The BUGA Wood Pavilion in Germany is celebrates a new approach to digital timber construction. Its segmented wood shell is based on biological principles found in the plate skeleton of sea urchins, which have been studied by the Institute for Computational Design and Construction (ICD) and the Institute for Building Structures and Structural Design (ITKE) at the University of Stuttgart. Source: Timberbiz

As part of the project, a robotic manufacturing platform was developed for the automated assembly and milling of the pavilion’s 376 bespoke hollow wood segments.

The stunning wooden roof spans 30 meters over one of BUGA’s main event and concert venues, using a minimum amount of material while also generating a unique architectural space.

The pavilion builds on the biomimetic principle of using “less material” by having “more form”, both on the level of the overall shell and its individual segments.
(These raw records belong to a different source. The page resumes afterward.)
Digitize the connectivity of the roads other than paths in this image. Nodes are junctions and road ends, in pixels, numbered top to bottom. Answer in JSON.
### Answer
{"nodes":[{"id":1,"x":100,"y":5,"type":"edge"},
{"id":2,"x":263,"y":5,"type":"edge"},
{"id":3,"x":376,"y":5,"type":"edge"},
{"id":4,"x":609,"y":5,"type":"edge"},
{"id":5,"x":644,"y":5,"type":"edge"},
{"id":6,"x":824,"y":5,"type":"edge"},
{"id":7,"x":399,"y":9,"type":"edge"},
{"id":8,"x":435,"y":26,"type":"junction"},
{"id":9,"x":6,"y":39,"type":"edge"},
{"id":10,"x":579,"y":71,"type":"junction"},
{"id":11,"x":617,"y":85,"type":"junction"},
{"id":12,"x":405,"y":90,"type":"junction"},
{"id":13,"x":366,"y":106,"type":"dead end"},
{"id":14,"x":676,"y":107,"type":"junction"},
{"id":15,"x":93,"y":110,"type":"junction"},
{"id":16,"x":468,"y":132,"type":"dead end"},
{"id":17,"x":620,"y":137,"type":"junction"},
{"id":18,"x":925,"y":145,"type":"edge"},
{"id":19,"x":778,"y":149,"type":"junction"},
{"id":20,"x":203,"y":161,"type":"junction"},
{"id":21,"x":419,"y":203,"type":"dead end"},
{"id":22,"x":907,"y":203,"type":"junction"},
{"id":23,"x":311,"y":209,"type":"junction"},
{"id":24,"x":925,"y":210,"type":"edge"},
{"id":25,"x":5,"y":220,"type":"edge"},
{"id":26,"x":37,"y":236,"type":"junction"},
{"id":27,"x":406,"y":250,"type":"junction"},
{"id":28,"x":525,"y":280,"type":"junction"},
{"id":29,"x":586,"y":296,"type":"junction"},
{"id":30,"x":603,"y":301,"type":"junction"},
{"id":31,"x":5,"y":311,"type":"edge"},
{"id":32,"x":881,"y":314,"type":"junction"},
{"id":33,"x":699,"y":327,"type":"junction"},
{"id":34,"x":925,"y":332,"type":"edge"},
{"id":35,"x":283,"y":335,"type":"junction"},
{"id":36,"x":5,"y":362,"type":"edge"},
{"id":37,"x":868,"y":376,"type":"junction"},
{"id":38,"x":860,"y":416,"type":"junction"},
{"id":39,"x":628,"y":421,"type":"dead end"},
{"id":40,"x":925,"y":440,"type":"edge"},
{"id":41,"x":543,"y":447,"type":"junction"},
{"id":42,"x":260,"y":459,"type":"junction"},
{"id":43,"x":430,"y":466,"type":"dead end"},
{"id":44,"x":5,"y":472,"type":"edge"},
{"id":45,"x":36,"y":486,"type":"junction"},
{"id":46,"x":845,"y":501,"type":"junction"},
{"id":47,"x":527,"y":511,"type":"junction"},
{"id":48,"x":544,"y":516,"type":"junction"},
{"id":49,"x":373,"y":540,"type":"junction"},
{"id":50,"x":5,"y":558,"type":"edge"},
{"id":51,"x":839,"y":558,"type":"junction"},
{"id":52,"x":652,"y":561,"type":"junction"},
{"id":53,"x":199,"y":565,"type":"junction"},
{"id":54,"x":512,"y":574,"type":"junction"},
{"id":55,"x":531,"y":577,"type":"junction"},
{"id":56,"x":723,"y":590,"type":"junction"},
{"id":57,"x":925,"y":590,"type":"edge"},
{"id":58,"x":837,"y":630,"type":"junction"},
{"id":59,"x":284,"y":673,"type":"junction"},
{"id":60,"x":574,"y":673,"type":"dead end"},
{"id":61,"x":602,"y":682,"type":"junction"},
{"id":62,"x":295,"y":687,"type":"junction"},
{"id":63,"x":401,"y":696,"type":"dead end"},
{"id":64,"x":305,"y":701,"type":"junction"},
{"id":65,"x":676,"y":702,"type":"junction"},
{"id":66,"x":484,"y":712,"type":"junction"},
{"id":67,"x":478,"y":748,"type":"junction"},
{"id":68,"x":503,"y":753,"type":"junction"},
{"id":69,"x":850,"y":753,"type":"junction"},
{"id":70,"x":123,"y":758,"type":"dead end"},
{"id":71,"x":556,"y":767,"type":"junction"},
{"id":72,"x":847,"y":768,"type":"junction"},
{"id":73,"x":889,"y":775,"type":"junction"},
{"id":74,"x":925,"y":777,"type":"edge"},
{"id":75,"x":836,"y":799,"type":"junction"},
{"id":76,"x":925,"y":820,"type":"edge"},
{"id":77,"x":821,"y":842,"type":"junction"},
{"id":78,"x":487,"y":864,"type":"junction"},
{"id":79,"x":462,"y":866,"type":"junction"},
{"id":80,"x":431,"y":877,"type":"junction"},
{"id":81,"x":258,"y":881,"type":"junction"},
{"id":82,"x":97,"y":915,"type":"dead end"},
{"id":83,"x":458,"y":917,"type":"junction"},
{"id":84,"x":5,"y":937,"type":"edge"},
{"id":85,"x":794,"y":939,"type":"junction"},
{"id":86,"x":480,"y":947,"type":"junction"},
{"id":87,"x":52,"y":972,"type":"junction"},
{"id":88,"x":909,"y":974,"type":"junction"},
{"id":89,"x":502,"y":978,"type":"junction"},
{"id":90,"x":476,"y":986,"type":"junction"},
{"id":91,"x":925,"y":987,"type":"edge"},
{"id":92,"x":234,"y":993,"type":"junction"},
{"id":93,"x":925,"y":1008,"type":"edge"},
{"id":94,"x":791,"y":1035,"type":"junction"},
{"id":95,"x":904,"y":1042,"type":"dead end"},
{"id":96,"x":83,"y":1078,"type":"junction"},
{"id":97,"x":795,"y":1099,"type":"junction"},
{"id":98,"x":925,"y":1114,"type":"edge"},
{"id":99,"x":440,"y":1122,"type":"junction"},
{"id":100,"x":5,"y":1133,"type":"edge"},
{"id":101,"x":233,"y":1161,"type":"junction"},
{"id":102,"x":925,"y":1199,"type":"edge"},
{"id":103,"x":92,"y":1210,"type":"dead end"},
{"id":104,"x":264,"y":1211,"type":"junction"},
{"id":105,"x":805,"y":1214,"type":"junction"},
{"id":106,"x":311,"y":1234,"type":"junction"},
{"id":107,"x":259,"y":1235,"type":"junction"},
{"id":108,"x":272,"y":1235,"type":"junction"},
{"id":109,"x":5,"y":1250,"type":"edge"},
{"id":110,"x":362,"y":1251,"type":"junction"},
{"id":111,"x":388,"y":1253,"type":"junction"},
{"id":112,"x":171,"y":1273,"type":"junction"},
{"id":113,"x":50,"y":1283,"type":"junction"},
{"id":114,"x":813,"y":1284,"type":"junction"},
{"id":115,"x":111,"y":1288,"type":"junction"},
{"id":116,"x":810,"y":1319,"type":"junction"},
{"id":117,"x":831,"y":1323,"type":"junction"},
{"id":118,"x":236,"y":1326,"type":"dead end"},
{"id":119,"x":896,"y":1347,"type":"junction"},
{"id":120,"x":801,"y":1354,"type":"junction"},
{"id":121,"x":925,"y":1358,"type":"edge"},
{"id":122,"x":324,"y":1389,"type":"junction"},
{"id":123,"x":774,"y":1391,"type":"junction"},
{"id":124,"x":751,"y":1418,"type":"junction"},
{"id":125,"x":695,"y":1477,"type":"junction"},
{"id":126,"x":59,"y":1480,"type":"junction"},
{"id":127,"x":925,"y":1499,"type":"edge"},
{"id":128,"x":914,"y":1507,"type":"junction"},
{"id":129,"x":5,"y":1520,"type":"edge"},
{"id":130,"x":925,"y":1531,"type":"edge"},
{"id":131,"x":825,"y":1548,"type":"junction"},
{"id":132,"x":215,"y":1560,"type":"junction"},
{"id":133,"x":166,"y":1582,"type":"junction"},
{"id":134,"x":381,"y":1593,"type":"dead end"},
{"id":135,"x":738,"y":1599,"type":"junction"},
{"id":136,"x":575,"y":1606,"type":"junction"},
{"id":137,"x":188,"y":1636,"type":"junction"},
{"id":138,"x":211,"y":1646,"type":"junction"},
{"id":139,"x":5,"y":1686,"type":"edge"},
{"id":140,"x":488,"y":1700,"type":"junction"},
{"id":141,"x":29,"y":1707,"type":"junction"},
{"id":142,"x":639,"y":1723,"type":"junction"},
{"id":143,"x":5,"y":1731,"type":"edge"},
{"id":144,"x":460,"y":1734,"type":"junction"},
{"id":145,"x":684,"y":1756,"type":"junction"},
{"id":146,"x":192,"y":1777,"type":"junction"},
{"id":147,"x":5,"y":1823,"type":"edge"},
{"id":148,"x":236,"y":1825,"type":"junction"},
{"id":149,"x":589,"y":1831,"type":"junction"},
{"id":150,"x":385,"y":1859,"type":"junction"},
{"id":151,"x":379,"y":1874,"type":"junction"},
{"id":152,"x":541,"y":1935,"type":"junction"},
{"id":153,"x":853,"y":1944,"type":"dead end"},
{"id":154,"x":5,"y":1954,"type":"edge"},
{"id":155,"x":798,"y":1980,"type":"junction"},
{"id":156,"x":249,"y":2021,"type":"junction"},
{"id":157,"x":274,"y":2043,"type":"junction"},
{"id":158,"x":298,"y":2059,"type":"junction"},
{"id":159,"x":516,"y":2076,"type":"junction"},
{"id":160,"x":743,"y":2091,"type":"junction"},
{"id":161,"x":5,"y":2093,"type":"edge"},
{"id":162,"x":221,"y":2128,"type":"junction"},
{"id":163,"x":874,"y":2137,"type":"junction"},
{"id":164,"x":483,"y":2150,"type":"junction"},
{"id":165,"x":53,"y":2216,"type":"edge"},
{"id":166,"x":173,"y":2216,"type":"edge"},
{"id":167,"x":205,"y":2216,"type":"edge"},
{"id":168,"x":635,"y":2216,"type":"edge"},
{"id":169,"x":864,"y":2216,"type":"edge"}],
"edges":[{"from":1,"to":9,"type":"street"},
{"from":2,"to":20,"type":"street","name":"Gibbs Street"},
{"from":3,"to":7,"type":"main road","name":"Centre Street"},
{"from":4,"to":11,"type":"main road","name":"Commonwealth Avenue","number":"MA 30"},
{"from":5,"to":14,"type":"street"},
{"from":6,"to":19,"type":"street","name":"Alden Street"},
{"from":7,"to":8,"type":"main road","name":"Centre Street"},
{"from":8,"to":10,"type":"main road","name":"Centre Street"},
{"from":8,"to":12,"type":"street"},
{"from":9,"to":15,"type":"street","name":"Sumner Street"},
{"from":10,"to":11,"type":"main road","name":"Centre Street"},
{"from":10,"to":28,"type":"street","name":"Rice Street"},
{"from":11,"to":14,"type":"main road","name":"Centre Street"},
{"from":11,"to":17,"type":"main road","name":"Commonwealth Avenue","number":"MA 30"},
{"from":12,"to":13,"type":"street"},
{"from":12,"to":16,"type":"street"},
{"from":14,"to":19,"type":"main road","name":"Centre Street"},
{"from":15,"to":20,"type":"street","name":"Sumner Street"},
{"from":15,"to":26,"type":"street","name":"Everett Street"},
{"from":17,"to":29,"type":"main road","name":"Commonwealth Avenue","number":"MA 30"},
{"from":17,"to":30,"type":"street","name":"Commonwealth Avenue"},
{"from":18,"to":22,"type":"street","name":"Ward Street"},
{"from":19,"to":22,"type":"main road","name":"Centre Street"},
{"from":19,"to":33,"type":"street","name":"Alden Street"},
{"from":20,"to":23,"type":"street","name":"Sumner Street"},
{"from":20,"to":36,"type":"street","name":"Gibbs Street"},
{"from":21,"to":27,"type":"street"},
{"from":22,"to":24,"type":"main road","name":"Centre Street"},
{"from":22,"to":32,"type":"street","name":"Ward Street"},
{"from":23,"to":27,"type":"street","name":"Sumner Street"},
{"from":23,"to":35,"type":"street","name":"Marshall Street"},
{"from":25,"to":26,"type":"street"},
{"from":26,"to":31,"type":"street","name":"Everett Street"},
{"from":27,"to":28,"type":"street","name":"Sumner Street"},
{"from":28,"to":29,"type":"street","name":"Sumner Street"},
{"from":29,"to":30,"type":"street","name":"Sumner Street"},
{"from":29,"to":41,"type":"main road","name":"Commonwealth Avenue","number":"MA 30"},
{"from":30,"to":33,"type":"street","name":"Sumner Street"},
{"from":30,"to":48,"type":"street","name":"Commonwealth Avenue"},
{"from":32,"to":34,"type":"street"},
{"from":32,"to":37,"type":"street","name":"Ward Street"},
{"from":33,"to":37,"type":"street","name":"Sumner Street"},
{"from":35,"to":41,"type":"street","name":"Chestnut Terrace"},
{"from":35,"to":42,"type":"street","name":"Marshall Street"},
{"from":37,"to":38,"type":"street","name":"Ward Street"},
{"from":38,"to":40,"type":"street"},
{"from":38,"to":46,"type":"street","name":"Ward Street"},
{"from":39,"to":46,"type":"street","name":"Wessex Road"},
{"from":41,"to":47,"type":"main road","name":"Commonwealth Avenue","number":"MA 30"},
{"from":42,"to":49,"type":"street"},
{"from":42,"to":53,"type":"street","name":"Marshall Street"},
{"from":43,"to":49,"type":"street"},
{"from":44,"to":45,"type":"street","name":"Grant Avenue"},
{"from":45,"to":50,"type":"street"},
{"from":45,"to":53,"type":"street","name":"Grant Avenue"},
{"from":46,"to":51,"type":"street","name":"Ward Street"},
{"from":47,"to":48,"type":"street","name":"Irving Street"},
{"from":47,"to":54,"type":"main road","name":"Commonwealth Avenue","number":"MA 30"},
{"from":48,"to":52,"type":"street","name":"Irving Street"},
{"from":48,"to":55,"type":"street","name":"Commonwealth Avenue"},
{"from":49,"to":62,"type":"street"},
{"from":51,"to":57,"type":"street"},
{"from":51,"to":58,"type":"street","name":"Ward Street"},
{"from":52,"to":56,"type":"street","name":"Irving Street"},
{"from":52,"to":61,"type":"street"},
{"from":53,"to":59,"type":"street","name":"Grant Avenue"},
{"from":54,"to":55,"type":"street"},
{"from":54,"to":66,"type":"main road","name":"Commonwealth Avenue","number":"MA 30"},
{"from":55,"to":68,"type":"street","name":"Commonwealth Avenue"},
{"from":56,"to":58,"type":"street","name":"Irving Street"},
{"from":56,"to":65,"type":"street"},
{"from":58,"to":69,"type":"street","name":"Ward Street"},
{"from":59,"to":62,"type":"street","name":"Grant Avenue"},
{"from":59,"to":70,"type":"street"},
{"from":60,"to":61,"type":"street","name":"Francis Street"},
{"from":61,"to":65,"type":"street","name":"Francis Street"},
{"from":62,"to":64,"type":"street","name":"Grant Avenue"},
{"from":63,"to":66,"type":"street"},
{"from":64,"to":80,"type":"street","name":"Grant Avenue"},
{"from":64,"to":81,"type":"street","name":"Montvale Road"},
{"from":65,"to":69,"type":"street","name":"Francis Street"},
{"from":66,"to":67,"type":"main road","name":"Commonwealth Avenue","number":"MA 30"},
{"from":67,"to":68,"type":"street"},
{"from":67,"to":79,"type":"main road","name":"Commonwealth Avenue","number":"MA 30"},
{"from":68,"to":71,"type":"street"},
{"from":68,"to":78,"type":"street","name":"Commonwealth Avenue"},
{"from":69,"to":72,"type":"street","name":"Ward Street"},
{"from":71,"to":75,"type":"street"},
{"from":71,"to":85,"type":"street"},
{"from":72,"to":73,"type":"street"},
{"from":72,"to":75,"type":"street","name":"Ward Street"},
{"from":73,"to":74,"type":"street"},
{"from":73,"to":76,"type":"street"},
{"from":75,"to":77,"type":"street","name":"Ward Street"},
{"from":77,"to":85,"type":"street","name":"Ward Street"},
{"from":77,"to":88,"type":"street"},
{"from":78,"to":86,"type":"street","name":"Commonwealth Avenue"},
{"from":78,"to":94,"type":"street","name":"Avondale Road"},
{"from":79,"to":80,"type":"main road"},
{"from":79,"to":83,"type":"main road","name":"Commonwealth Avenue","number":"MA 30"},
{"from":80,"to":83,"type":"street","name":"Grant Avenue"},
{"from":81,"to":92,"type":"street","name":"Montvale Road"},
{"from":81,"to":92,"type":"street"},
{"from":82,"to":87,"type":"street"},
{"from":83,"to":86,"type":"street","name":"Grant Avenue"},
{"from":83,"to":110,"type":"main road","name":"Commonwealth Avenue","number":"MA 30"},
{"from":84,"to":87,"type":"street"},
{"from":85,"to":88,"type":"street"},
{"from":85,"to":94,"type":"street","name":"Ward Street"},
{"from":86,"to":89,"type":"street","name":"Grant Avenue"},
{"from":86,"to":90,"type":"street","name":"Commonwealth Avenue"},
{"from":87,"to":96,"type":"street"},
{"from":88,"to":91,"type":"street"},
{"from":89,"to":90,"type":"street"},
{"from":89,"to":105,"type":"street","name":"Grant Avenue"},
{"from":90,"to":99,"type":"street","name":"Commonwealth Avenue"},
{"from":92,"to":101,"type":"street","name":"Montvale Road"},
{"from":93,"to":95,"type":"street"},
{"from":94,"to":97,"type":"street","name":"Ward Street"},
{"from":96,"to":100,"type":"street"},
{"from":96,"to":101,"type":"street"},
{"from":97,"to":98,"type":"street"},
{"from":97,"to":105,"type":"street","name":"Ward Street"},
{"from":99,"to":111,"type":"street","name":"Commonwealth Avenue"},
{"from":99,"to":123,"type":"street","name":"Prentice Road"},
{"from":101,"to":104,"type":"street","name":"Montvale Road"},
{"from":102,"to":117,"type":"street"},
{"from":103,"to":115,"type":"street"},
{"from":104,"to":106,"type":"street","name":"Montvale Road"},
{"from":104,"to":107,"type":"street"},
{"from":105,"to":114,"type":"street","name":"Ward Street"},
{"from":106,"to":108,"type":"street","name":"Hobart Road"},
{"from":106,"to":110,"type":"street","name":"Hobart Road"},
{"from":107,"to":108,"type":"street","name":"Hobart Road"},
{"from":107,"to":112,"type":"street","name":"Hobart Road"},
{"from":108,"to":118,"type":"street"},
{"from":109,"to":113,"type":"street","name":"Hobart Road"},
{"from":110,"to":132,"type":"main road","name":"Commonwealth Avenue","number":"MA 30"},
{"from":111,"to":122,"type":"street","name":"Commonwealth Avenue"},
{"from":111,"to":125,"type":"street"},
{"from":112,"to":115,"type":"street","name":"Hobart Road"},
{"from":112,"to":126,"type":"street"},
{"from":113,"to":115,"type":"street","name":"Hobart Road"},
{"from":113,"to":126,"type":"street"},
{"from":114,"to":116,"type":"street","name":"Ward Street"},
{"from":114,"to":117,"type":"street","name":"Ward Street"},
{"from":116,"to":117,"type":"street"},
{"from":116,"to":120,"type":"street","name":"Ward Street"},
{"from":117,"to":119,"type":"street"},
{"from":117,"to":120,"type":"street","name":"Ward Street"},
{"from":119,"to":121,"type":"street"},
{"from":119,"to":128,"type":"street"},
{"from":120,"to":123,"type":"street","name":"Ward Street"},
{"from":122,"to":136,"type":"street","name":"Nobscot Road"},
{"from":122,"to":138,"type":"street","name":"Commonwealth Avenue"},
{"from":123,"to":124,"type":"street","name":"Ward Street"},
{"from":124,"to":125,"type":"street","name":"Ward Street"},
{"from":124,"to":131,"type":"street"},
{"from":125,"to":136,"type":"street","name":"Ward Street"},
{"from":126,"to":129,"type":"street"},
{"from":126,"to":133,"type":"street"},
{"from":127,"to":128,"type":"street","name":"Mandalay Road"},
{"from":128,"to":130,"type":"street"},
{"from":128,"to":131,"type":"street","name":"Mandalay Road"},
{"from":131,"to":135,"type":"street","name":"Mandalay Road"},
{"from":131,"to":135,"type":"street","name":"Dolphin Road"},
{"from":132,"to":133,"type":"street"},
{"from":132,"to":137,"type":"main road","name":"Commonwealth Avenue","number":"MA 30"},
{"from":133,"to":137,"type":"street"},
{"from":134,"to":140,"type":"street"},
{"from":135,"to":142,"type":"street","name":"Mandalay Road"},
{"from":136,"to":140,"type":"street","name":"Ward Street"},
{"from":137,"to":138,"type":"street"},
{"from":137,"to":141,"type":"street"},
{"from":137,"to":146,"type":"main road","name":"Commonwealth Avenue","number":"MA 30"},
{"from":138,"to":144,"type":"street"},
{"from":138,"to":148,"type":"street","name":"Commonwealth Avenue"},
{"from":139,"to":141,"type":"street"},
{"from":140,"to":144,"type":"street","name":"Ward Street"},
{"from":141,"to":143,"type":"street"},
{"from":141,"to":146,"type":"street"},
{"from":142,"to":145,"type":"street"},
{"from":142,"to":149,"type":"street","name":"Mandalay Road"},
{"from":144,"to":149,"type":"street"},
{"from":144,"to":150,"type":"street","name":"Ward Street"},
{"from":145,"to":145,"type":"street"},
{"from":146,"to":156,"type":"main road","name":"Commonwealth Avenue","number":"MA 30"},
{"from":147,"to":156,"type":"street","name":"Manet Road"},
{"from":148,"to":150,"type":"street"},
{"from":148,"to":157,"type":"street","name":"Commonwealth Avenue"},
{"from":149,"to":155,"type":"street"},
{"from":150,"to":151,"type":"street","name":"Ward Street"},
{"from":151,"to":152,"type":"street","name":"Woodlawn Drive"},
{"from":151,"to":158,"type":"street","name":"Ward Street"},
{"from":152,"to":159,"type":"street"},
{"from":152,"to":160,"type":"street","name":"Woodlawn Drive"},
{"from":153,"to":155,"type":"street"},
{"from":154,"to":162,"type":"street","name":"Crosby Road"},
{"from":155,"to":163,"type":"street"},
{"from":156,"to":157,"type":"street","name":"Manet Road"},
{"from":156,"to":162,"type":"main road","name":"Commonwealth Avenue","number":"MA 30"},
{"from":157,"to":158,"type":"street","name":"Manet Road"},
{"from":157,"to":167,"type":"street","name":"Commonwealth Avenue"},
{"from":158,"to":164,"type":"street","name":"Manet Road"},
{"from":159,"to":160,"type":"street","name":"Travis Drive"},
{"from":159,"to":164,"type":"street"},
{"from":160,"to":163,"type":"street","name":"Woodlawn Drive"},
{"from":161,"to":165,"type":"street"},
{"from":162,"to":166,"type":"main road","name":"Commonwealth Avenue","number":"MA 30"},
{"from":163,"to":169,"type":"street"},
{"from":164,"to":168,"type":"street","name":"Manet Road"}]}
In order to minimize material consumption and weight, each wood segment is built up from two thin plates that plank a ring of edge-beams on top and bottom, forming large scale hollow wooden cases with polygonal forms.

The bottom plate includes a large opening, which constitutes a distinctive architectural feature and provides access to the hidden connections during assembly.

The lightweight building elements are connected by finger joints. In the assembled state, the shell works as a form-active structure through its expressive doubly-curved geometry.

In this project, the co-design algorithms developed by the project team generate the shape of each element of the pavilion according to architectural design intent and structural requirements, while all robotic fabrication aspects are directly embedded and negotiated. Despite the incredible short development time of only 13 months from commission to the opening, the integrative computational process allows for the careful design of each building element in minute detail.

A transportable, 14-axes robotic timber-manufacturing platform was developed by ICD University of Stuttgart and BEC GmbH for production. The flexibility of industrial robots allows the integration of all pre-fabrication steps of the pavilion’s segments within one compact manufacturing unit. During production, each bespoke shell segment is robotically assembled.

The prefabricated shell segments were assembled in 10 working days by a team of two craftsmen, without the usually required extensive scaffolding or formwork.

All building elements are designed for disassembly and reuse on a different site.

The BUGA Wood Pavilion is located on the Summer Island of the Bundesgartenschau 2019.